### WHAT IS EXPECTED
Copy each line from the entries that the word "highway" appears in.

### RECORDS SHOWN
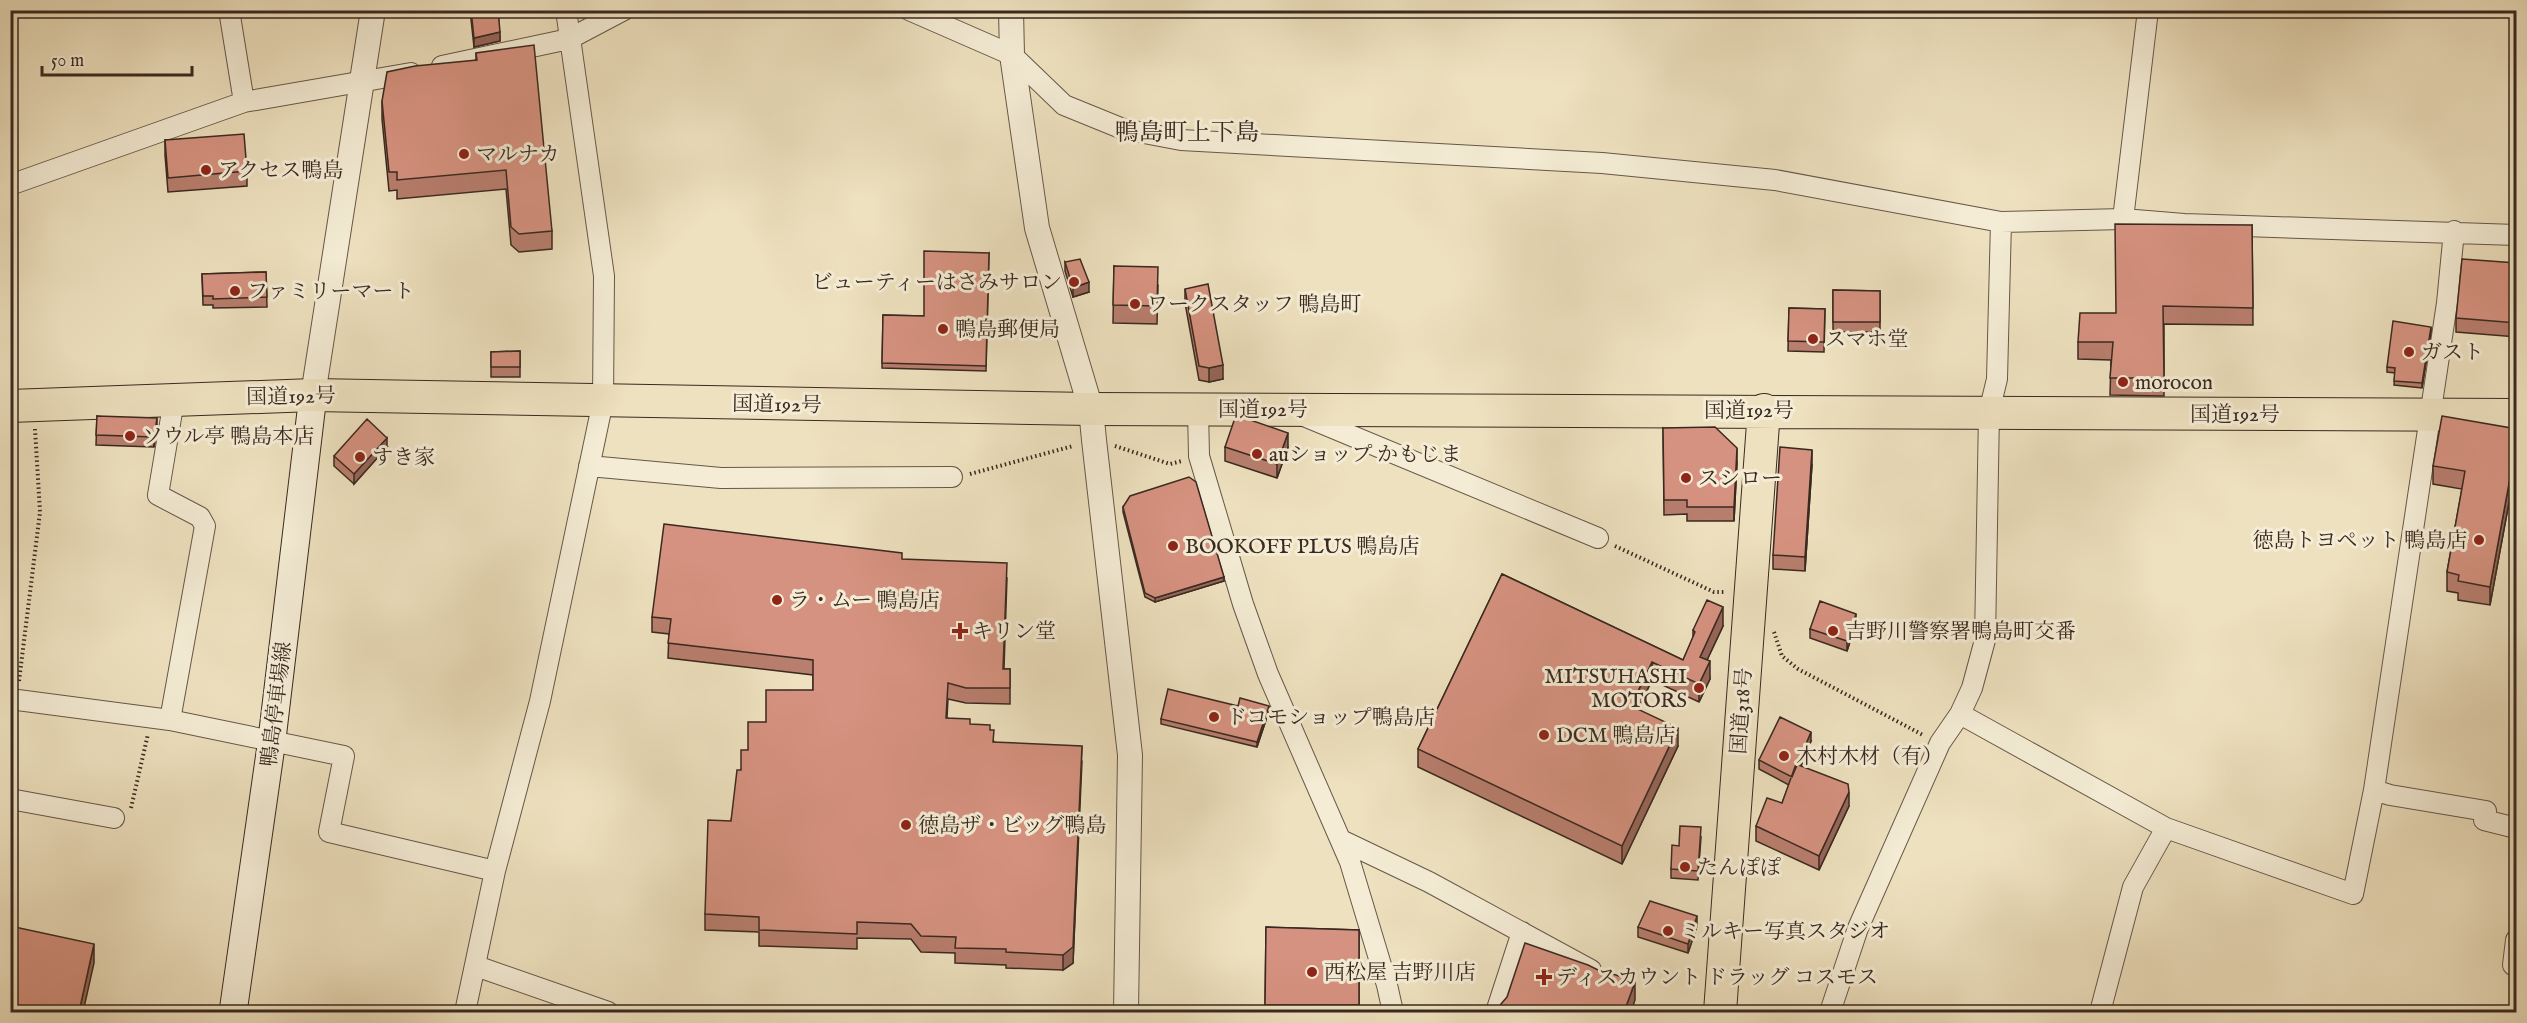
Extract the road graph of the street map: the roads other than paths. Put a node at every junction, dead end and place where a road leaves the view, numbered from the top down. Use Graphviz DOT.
graph roads {
  1 [pos="229,10"];
  2 [pos="373,10"];
  3 [pos="566,10"];
  4 [pos="624,10"];
  5 [pos="909,10"];
  6 [pos="1011,10"];
  7 [pos="2148,10"];
  8 [pos="569,39"];
  9 [pos="1012,55"];
  10 [pos="361,83"];
  11 [pos="244,102"];
  12 [pos="10,186"];
  13 [pos="2123,219"];
  14 [pos="2001,222"];
  15 [pos="2454,231"];
  16 [pos="2517,235"];
  17 [pos="313,395"];
  18 [pos="174,400"];
  19 [pos="603,400"];
  20 [pos="22,406"];
  21 [pos="1198,409"];
  22 [pos="1288,409"];
  23 [pos="1764,410"];
  24 [pos="1989,412"];
  25 [pos="2430,415"];
  26 [pos="2517,415"];
  27 [pos="1093,424"];
  28 [pos="589,466"];
  29 [pos="952,477"];
  30 [pos="1598,538"];
  31 [pos="14,700"];
  32 [pos="1960,714"];
  33 [pos="161,718"];
  34 [pos="272,739"];
  35 [pos="2374,790"];
  36 [pos="10,799"];
  37 [pos="114,818"];
  38 [pos="2166,828"];
  39 [pos="2517,828"];
  40 [pos="1341,840"];
  41 [pos="495,871"];
  42 [pos="1522,932"];
  43 [pos="2517,940"];
  44 [pos="476,966"];
  45 [pos="2517,966"];
  46 [pos="1609,981"];
  47 [pos="233,1012"];
  48 [pos="465,1012"];
  49 [pos="608,1012"];
  50 [pos="1126,1012"];
  51 [pos="1393,1012"];
  52 [pos="1496,1012"];
  53 [pos="1720,1012"];
  54 [pos="1830,1012"];
  55 [pos="2100,1012"];
  1 -- 11 [label="street"];
  2 -- 10 [label="street"];
  3 -- 8 [label="street"];
  4 -- 8 [label="street"];
  5 -- 9 [label="street"];
  6 -- 9 [label="street"];
  7 -- 13 [label="street"];
  8 -- 10 [label="street"];
  8 -- 19 [label="street"];
  9 -- 14 [label="street"];
  9 -- 27 [label="street"];
  10 -- 11 [label="street"];
  10 -- 17 [label="street"];
  11 -- 12 [label="street"];
  13 -- 14 [label="street"];
  13 -- 15 [label="street"];
  14 -- 24 [label="street"];
  15 -- 16 [label="street"];
  15 -- 25 [label="street"];
  17 -- 18 [label="highway, 国道192号"];
  17 -- 19 [label="highway, 国道192号"];
  17 -- 34 [label="main road, 鴨島停車場線"];
  18 -- 20 [label="highway, 国道192号"];
  18 -- 33 [label="street"];
  19 -- 27 [label="highway, 国道192号"];
  19 -- 28 [label="street"];
  21 -- 22 [label="highway, 国道192号"];
  21 -- 27 [label="highway, 国道192号"];
  21 -- 40 [label="street"];
  22 -- 23 [label="highway, 国道192号"];
  22 -- 30 [label="street"];
  23 -- 24 [label="highway, 国道192号"];
  23 -- 53 [label="highway, 国道318号"];
  24 -- 25 [label="highway, 国道192号"];
  24 -- 32 [label="street"];
  25 -- 26 [label="highway, 国道192号"];
  25 -- 35 [label="street"];
  27 -- 50 [label="street"];
  28 -- 29 [label="street"];
  28 -- 41 [label="street"];
  31 -- 33 [label="street"];
  32 -- 38 [label="street"];
  32 -- 54 [label="street"];
  33 -- 34 [label="street"];
  34 -- 41 [label="street"];
  34 -- 47 [label="main road, 鴨島停車場線"];
  35 -- 38 [label="street"];
  35 -- 39 [label="street"];
  36 -- 37 [label="street"];
  38 -- 55 [label="street"];
  40 -- 42 [label="street"];
  40 -- 51 [label="street"];
  41 -- 44 [label="street"];
  42 -- 46 [label="street"];
  42 -- 52 [label="street"];
  43 -- 45 [label="street"];
  44 -- 48 [label="street"];
  44 -- 49 [label="street"];
}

### SOLVED EXERCISE
  17 -- 18 [label="highway, 国道192号"];
  17 -- 19 [label="highway, 国道192号"];
  18 -- 20 [label="highway, 国道192号"];
  19 -- 27 [label="highway, 国道192号"];
  21 -- 22 [label="highway, 国道192号"];
  21 -- 27 [label="highway, 国道192号"];
  22 -- 23 [label="highway, 国道192号"];
  23 -- 24 [label="highway, 国道192号"];
  23 -- 53 [label="highway, 国道318号"];
  24 -- 25 [label="highway, 国道192号"];
  25 -- 26 [label="highway, 国道192号"];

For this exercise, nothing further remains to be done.